The public school system gets a lot of (well-deserved) heat for the school-to-prison pipeline—for pushing children through disciplinary practices into the juvenile justice system and, eventually to prison. This pipeline disproportionately impacts students of color. Often, privately operated charter schools are exempt from criticism in the unique role they play in the pipeline.

Some charter schools—lacking the mandate that traditional public schools have to provide an education for all students—implement a “no-excuses” discipline policy. These policies can result in increased suspensions and expulsions for even minor violations.

Milwaukee, Wisconsin has seen the effects of charter school “no-excuses” policies.

“The most a parent can do if their child is expelled from a charter school is return them to Milwaukee Public Schools or try to send them to another charter,” Angela Harris, a Milwaukee Public School teacher, tells The Progressive.

Studies have shown that students who are suspended, especially repeatedly, are more likely to drop out of school and end up in jail. Milwaukee already has among the highest incarceration rates for black men in the country.

“In terms of the way that black students are criminalized, I think that both charter schools and public schools are guilty of feeding black students into the school to prison pipeline,” Harris said. “The difference, I believe, is that charter schools have the ability to control their student population.”

The strict rules and guidelines in charter schools lead to seemingly shocking reasons for suspensions. Two black girls were suspended for wearing their hair in a braided style at a Massachusetts charter school. In Newark, New Jersey, a charter student with special needs was suspended for throwing a book. One New York charter school principal made a “Got to Go” list of “difficult” students, nine of the sixteen eventually left the schools.


A2016 study from the Center for Civil Rights Remedies, found that at 500 charters across the nation, suspension rates in 2011-12 for black students were at least 10 percent higher than for their white peers. At 374 charter schools studied, more than 25 percent of their students were suspended at least once in the 2011-12 school year.
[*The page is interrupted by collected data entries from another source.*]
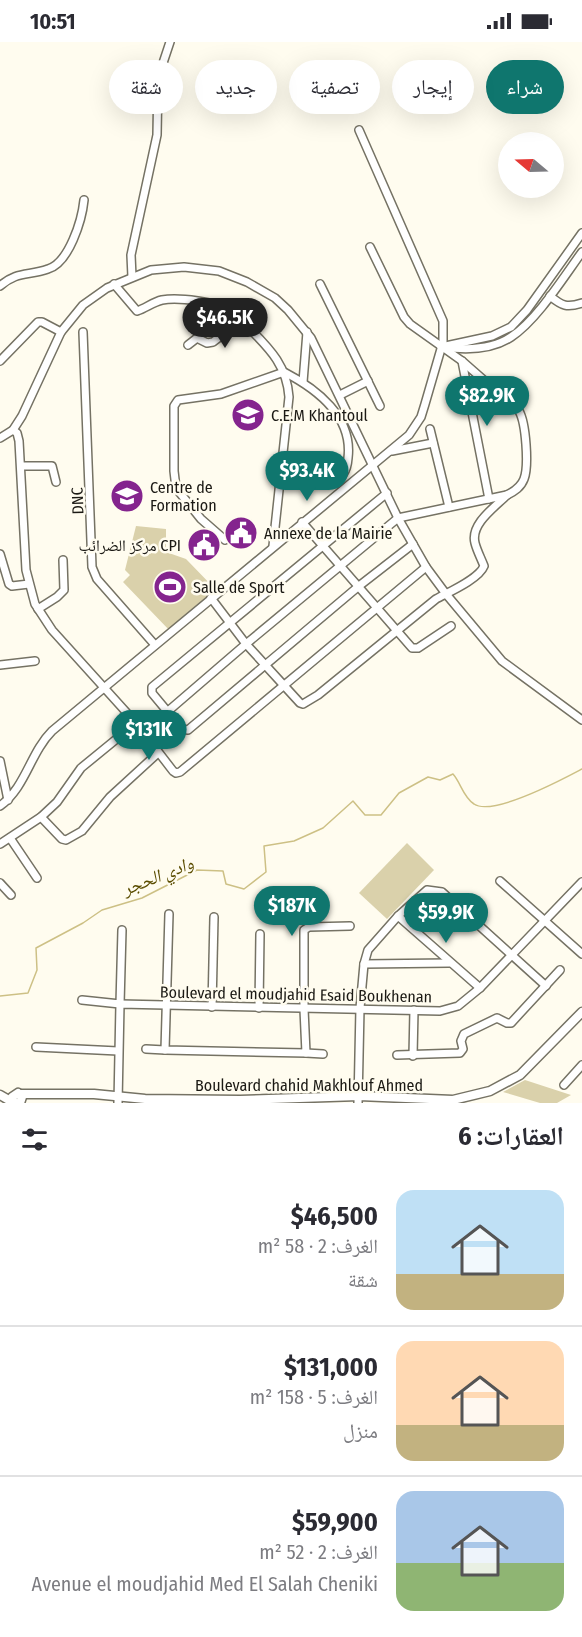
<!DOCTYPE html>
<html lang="ar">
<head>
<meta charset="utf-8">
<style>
  :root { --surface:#fff; --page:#f7f7f7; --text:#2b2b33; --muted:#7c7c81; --line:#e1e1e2; --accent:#0f766e }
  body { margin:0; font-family:"Fira Sans Condensed","Noto Naskh Arabic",sans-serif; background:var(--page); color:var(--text); direction:rtl; height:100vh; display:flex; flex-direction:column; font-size:22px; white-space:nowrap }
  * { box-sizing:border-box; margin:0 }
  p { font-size:20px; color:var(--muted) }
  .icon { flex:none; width:33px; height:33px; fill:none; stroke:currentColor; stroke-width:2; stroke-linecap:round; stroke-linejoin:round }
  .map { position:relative; height:1061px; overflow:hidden; direction:ltr }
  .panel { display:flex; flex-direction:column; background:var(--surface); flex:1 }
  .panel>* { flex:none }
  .hud { position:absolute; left:18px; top:18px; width:546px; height:54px; direction:rtl; display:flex; gap:12px }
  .needle { width:39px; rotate:289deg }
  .buttons { position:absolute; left:498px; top:90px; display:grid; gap:12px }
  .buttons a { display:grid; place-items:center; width:66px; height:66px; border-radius:50%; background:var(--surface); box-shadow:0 6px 24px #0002; font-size:30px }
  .price { position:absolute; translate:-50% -51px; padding:0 14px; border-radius:21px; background:var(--accent); color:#fff; font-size:20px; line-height:39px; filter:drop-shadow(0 2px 3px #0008) }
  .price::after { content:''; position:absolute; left:50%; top:36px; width:18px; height:14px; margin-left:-9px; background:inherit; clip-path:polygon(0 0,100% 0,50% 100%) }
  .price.current { background:#222; color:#fff }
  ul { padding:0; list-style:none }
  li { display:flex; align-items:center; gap:18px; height:150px; padding:0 18px }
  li+li { border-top:2px solid var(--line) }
  li span { display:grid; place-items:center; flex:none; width:168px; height:120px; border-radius:18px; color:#555 }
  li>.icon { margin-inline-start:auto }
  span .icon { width:72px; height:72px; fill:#fffc; stroke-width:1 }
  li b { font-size:26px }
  h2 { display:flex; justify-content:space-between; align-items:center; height:72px; padding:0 18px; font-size:26px }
  .pill { padding:0 21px; border-radius:27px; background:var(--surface); box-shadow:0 6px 24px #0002; font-size:21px; line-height:54px }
  .pill.current { background:var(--accent); color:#fff }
  .status { display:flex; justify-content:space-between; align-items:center; height:42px; padding:0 30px; background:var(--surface); direction:ltr }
  .status svg { height:16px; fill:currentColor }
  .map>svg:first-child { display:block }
  .green { fill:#dad1ab }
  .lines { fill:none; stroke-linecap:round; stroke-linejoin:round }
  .stream { stroke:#cdc085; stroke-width:1.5 }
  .minor-casing { stroke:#757264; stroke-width:10 }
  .major-casing { stroke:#757264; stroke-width:11 }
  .minor { stroke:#fff; stroke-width:7 }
  .major { stroke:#fff; stroke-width:8 }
  .labels { text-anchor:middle; stroke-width:5; stroke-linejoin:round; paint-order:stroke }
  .poi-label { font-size:16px; fill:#1b1914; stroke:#fffcef; text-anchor:start }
  .street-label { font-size:16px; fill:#1b1914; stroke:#fffcef }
  .water-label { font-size:18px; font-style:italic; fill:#5b4d00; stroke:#fffcef }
</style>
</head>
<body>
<div class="status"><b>10:51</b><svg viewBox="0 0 49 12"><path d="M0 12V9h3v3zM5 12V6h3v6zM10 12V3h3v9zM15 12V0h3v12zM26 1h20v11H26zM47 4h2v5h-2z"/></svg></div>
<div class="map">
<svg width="582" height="1061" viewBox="0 0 582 1061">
  <rect width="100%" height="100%" fill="#fffcef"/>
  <g class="green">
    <path d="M136,484L166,487V510L186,517L218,550L171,590L123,540L130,533L125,528Z"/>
    <path d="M407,801L434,828L387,877L359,851Z"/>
    <path d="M525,1038L571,1053L557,1061H540L503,1050Z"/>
  </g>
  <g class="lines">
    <path class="stream" d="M0,954L28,951L37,928L36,906L83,881L102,868L142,856L197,828L223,829L226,842L244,847L266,830L264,804L294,799L323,786L353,759L365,773H381L399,751L428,735L440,738L453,732C461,741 463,755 474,762C493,775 563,737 582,727"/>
    <g class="minor-casing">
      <g id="minor">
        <path d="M132,235L131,213L157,93L158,36L170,0"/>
        <path d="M114,242L137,269C146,266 153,260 162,258C178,255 218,260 231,268C239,273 245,281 251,288C271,308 287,325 289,355L273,504"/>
        <path d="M320,242L380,364"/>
        <path d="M0,244C17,229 28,234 48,227C69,221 82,178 84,158"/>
        <path d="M550,254C562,264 567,266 582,261"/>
        <path d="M83,290L92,525L97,537L155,603"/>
        <path d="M188,303L197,296L207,301L213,300L242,278"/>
        <path d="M441,305L492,294L511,285L527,268L582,191"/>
        <path d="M443,305C465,308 492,308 511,295C537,278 563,236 582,210"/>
        <path d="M0,319L38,280H42L61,290"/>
        <path d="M462,319L489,457"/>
        <path d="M303,340L307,290"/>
        <path d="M340,353L368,339"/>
        <path d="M430,387L449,465"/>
        <path d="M13,388L17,391L19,399L26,528L35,562L52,588L136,681L173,729L176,731L180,730L426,525"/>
        <path d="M0,396L13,388L22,374L61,290L83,263L107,246L151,228L184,225L219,229L247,240L275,256L288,268L311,296L398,476L426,525L446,552L502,619L582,678"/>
        <path d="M392,409L433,401"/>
        <path d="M21,424H52L56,440"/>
        <path d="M387,451L152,645V651L182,687L188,688L359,544L413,502"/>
        <path d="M302,480L412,606H418L451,584"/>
        <path d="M225,498L201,477L176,446L174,429V364L178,358L221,352L284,330C317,347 353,375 348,416C347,430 343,435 330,441"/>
        <path d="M0,512L9,542L12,544L29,542"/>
        <path d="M211,556L246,602L300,661L303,662L318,653L436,557C449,550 479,537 484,524C481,516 477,509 475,501C470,482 495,465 507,453"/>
        <path d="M38,567L57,555L64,548L63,518"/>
        <path d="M0,623L35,619"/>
        <path d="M167,670L246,602L398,476L507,453C515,449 521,445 524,437C529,424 526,381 519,369L462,319L410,282L404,275L370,205"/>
        <path d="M0,719L8,758"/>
        <path d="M0,764C26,745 30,711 52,689L409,393L421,375L425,362L443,300V279L359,88"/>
        <path d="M41,775L62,797L66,798L82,789L110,755L158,711"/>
        <path d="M10,796L37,836"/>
        <path d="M0,802L41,775L57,760L81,726L136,681"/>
        <path d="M500,839L582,912"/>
        <path d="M0,841L11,853"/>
        <path d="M169,872L165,1008L306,1011L304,967V888L309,885L350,884"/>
        <path d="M398,874L480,946"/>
        <path d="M364,922L449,921"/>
        <path d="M82,958L120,962L122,888"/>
        <path d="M212,965L214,875"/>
        <path d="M259,966L260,892"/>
        <path d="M36,1005L118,1009"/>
        <path d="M146,1007L165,1008"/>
        <path d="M306,1011L323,1012"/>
        <path d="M397,1013L460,1011L463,1007L461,999L464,992L497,976L507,981H511L560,928"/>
        <path d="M413,1014L414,968"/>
        <path d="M564,1043L582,1023"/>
        <path d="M118,1061L120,962L440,969L458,964L480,946L582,840"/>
        <path d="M358,1061L360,966L364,922L368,908L398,874L427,848L442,850L546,944"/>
      </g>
    </g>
    <g class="major-casing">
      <g id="major">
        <path d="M19,1052H94L145,1057L240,1058L359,1054L453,1058L490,1049L520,1033L582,970"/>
        <path d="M0,1053L14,1061"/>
        <path d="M14,1061L12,1055L18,1051L22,1055L20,1061"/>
      </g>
    </g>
    <use href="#minor" class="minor"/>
    <use href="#major" class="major"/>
  </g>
  <defs>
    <g id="university-disc" transform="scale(1.725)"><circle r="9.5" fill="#84248e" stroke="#fffcef"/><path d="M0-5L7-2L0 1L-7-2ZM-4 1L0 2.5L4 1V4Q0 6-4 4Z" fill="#fff"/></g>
    <g id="civic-disc" transform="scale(1.725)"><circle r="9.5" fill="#84248e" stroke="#fffcef"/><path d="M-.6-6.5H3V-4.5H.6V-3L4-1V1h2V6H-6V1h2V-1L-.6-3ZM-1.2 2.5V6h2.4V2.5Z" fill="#fff"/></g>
    <g id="stadium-disc" transform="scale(1.725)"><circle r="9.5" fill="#84248e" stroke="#fffcef"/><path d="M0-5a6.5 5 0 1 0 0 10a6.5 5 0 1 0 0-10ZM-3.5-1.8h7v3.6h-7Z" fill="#fff"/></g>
  </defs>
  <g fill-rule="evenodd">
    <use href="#university-disc" x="248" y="373"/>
    <use href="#university-disc" x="127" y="454"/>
    <use href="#civic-disc" x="241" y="491"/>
    <use href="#civic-disc" x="204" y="503"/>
    <use href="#stadium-disc" x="170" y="545"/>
  </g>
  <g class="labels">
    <g class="poi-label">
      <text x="271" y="379">C.E.M Khantoul</text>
      <text x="150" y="451">Centre de<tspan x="150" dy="18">Formation</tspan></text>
      <text x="264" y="497">Annexe de la Mairie</text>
      <text x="181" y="509" text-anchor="end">مركز الضرائب CPI</text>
      <text x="193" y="551">Salle de Sport</text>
    </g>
    <g class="street-label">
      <text transform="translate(77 459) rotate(-92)" y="6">DNC</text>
      <text transform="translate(296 952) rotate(1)" y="6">Boulevard el moudjahid Esaid Boukhenan</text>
      <text x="309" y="1049">Boulevard chahid Makhlouf Ahmed</text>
    </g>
    <g class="water-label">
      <text transform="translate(158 834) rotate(-22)" y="6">وادي الحجر</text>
    </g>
  </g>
</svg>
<div class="buttons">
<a><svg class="needle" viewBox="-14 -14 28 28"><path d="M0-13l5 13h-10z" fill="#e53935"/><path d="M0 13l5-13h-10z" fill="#7c7c81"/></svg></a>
</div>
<b class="price current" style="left:225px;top:307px">$46.5K</b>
<b class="price" style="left:487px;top:385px">$82.9K</b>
<b class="price" style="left:307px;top:460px">$93.4K</b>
<b class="price" style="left:149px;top:719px">$131K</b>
<b class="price" style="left:292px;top:895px">$187K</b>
<b class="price" style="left:446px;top:902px">$59.9K</b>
<div class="hud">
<a class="pill current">شراء</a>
<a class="pill">إيجار</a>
<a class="pill">تصفية</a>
<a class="pill">جديد</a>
<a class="pill">شقة</a>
</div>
</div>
<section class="panel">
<h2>العقارات: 6<svg class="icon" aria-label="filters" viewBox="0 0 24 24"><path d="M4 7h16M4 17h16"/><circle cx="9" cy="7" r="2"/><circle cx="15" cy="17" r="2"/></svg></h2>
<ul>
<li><span style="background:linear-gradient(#bfe0f5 70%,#c2b280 0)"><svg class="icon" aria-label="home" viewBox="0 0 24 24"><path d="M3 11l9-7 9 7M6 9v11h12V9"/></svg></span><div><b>$46,500</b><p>الغرف: 2 · 58 m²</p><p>شقة</p></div></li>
<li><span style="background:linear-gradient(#ffd9b3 70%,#c2b280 0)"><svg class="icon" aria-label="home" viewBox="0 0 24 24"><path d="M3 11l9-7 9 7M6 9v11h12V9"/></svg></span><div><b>$131,000</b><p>الغرف: 5 · 158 m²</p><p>منزل</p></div></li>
<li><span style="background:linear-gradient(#a9c7e8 60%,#8fb573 0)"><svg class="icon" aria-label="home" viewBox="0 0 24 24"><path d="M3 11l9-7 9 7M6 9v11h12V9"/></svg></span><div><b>$59,900</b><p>الغرف: 2 · 52 m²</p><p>Avenue el moudjahid Med El Salah Cheniki</p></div></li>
</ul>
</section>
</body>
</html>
It should be said that the study also identified “low-suspending” charter schools compared to their traditional public school counterparts. But in general, although the charter system often paints itself as a better option for black parents, in general, it has not acknowledged the harm that rigid disciplinary policies have imposed on black students.

Daniel Losen, one of the researchers of the study, emphasized how various charter schools referenced the broken windows theory as their guiding principle—that punishing the small offenses will deter people from committing more serious ones.

“When they apply this in a school they are treating the children like, ‘if we don’t treat them in this harsh way, the kids are going to turn into criminals’,” Losen tells The Progressive. “And that’s a scenario that whiter and wealthier communities would never accept.”

Charter schools that are majority black more often focus on teaching obedience, Losen says.

These practices also disproportionately impact students of color in increasingly racially segregated charter schools and are supported by school resource officers, as with the Florida charter school arresting scandal. And there has been a push to place police in charter schools across the country—in places like South Carolina, Ohio, Florida, and Washington, D.C.

The presence of school resource officers puts students under surveillance and works to criminalize student behavior.

According to Alicia Garza of the Black Census Project, black parents want to see more police presence in schools. They found it was based on many of the parent’s fear of a mass shooting.

But the presence of school resource officers puts students under surveillance and works to criminalize student behavior. And black students are more likely to be arrested in school because school resource officers are more likely to be in schools that black students attend.

The common response to criticisms about discipline from charter advocates is that strict charter school models produce better test scores. Some of these no excuse charter schools do have higher test scores, but at what expense? Black children like Kaia are routinely losing out.